- [Exercise goal]:
Going through the data below, copy out each line where the word "paths" shows up.

- [Saved data entries]:
***

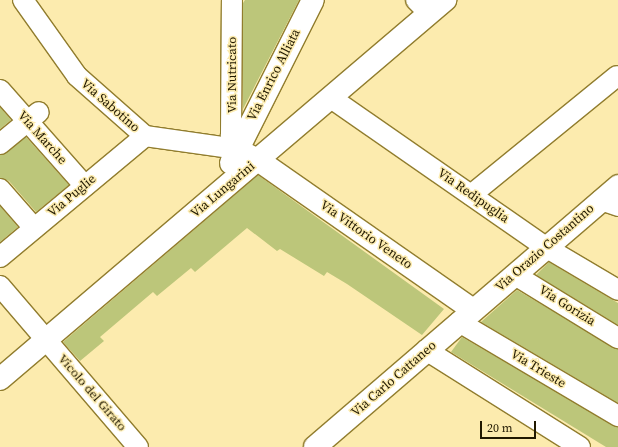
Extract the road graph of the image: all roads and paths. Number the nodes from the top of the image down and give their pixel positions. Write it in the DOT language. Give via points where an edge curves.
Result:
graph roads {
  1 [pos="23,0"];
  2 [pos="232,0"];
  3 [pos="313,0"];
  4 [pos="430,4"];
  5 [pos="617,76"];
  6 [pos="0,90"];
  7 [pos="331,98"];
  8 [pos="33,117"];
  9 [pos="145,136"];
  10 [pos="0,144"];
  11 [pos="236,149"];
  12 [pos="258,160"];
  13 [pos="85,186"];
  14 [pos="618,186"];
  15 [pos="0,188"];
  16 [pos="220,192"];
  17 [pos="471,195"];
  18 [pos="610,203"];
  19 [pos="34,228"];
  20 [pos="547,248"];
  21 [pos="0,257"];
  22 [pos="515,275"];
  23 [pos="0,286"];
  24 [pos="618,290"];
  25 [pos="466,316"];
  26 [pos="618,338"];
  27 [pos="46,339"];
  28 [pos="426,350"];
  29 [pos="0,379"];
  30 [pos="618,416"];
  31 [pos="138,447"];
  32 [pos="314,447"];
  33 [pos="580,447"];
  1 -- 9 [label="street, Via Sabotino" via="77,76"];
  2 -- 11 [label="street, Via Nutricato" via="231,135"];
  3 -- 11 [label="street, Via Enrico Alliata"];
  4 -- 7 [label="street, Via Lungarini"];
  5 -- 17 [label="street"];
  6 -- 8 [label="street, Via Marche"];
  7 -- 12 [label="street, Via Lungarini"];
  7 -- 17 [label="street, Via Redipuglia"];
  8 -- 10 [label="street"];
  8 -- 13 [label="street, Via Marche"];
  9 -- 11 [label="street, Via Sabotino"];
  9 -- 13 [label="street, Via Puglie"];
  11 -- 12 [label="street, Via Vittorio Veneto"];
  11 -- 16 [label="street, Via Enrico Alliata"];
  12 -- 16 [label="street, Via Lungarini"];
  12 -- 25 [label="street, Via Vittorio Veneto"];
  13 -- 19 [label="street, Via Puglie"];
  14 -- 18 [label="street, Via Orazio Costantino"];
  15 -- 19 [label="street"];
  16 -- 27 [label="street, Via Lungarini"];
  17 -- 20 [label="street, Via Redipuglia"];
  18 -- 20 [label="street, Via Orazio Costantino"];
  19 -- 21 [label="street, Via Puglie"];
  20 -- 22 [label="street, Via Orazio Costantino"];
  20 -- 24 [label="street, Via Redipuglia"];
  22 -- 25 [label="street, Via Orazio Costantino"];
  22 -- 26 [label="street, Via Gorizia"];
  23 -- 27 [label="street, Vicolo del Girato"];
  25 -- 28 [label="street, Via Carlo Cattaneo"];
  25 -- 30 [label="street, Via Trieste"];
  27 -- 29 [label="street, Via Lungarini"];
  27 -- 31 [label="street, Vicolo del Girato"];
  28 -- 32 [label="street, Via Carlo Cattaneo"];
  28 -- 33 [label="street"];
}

***

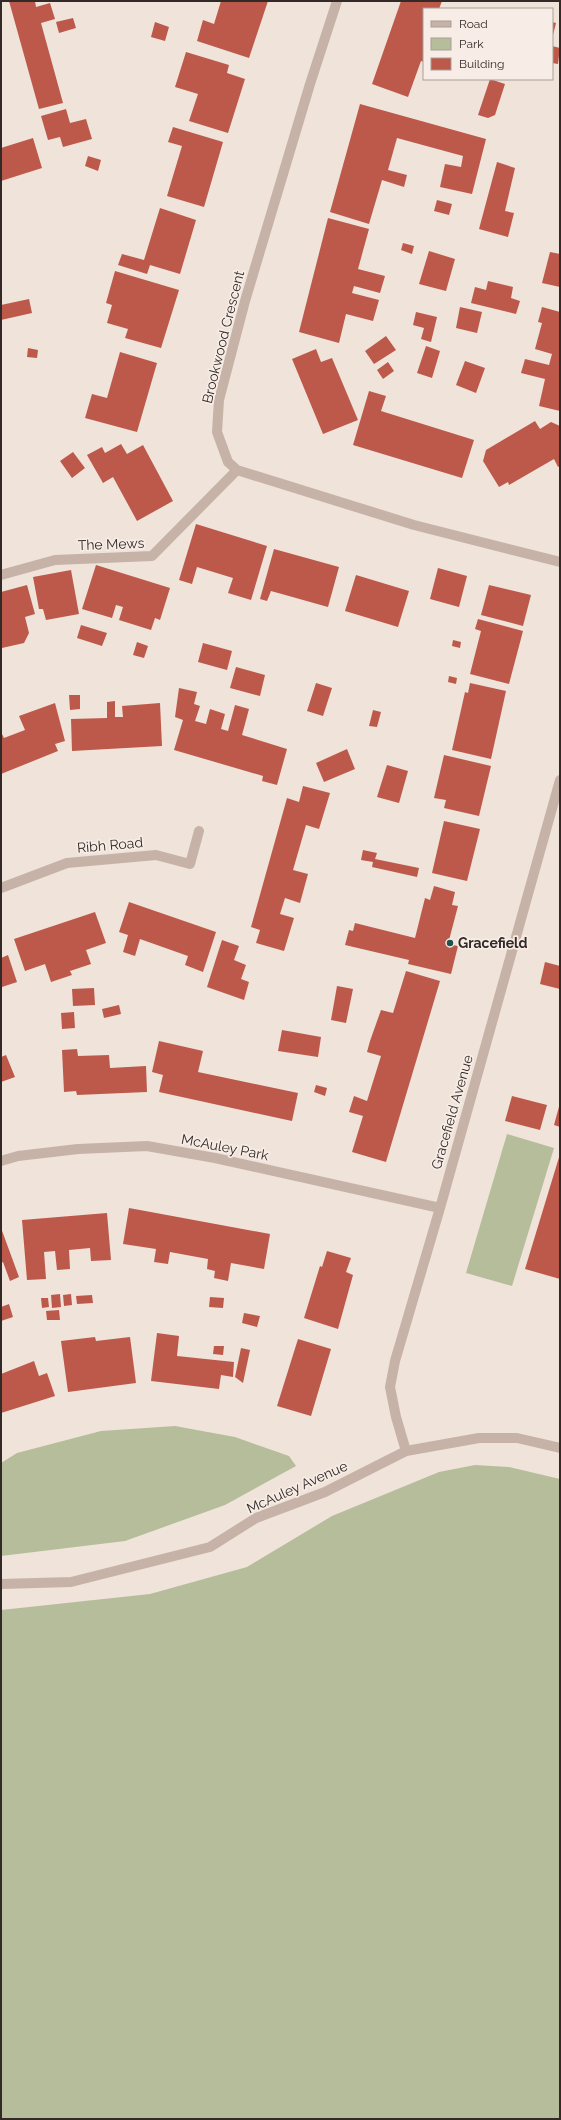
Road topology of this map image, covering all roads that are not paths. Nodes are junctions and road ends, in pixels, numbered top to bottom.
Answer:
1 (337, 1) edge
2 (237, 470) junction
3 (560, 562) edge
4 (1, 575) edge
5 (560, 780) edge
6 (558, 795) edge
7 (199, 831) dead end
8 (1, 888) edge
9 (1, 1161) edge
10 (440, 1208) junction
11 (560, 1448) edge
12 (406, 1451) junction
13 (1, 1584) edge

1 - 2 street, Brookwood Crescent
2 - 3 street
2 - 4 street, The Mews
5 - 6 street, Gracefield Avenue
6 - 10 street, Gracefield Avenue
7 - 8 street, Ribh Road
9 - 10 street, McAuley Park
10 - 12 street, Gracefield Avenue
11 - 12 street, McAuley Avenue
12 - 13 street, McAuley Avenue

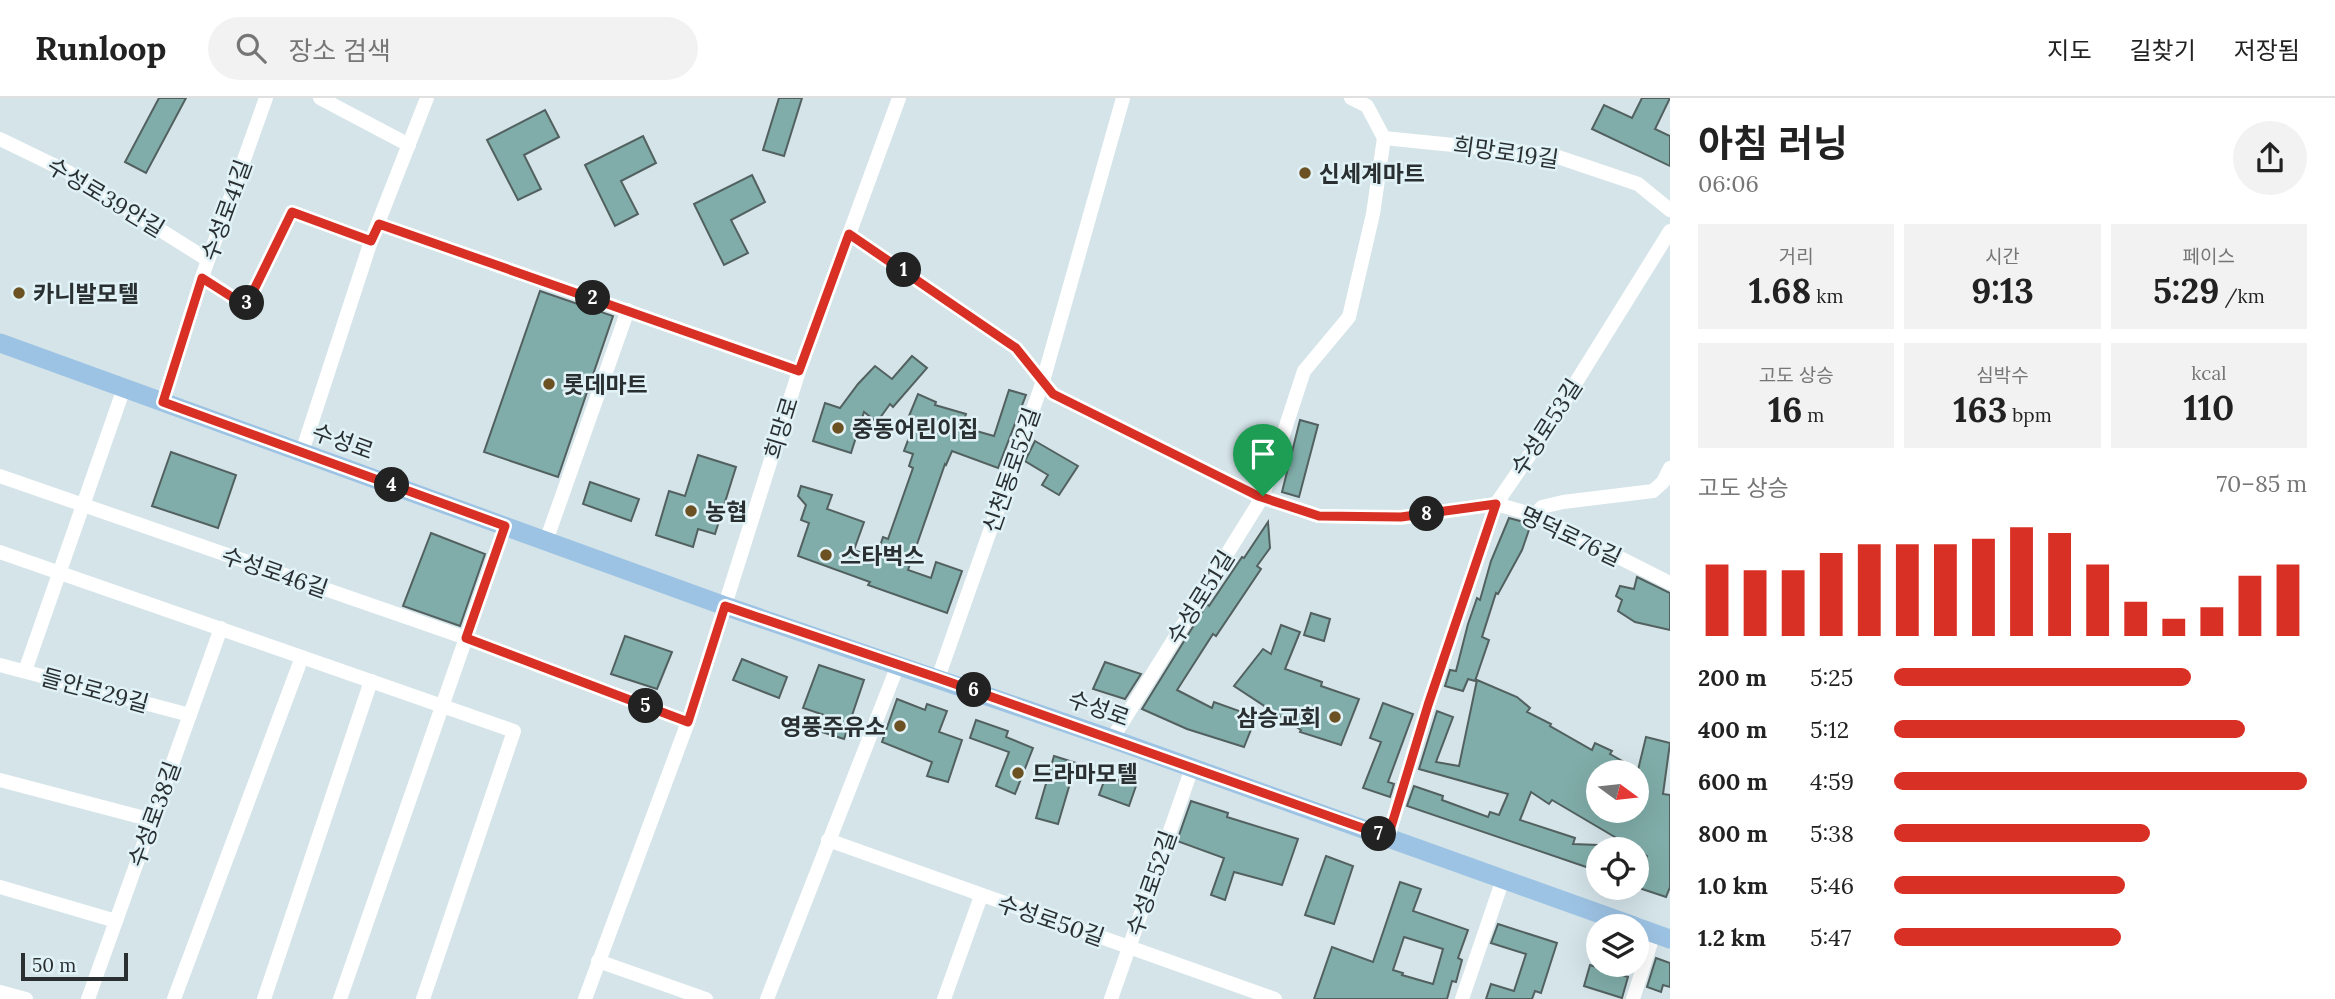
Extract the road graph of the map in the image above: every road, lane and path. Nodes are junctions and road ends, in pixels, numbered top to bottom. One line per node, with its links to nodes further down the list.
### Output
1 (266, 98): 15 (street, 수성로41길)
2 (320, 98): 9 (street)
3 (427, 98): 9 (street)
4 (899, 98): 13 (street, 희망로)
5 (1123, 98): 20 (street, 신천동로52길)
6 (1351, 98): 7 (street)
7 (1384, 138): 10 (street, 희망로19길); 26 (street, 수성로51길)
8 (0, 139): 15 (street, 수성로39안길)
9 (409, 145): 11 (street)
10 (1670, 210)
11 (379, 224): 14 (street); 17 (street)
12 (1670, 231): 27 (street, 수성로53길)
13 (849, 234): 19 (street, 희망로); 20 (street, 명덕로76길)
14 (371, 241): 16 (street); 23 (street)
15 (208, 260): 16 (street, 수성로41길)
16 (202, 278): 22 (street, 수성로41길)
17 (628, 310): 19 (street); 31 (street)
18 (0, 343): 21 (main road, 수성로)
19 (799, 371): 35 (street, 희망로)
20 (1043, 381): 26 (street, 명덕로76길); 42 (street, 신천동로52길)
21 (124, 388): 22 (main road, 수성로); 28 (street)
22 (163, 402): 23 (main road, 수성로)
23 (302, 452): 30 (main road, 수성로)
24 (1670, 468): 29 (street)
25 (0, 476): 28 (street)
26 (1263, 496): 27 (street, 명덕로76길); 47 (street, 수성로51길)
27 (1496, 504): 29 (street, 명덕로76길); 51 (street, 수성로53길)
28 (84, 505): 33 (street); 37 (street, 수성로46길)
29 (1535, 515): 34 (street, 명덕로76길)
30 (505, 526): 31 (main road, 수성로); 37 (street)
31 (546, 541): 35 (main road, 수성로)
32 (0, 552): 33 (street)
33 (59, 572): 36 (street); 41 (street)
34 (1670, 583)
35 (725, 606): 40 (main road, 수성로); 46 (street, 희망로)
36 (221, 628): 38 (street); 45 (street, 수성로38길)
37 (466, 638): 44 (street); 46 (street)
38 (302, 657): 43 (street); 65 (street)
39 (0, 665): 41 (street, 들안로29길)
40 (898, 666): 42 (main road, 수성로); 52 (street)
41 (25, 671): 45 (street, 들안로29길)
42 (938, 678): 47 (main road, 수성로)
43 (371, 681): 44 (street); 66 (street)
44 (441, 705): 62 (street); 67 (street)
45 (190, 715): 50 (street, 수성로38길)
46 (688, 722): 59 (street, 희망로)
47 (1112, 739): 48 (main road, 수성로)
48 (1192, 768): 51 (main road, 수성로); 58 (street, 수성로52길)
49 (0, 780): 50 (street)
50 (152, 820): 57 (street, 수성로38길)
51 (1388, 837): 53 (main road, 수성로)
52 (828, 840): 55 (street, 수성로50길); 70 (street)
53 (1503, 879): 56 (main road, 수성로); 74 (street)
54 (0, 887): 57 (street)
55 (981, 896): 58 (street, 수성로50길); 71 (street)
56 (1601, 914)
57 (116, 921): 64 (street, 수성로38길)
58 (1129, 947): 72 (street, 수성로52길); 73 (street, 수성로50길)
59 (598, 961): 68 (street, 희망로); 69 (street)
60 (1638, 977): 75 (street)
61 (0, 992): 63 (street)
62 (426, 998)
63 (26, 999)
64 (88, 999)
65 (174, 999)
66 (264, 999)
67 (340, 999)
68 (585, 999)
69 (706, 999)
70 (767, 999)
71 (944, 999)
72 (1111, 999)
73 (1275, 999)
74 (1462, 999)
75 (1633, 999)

***

- [Task response]:
Extract the road graph of the image: all roads and paths. Number the nodes from the top of the image down and give their pixel positions. Write it in the DOT language. Give via points where an edge curves.
Road topology of this map image, covering all roads that are not paths. Nodes are junctions and road ends, in pixels, numbered top to bottom.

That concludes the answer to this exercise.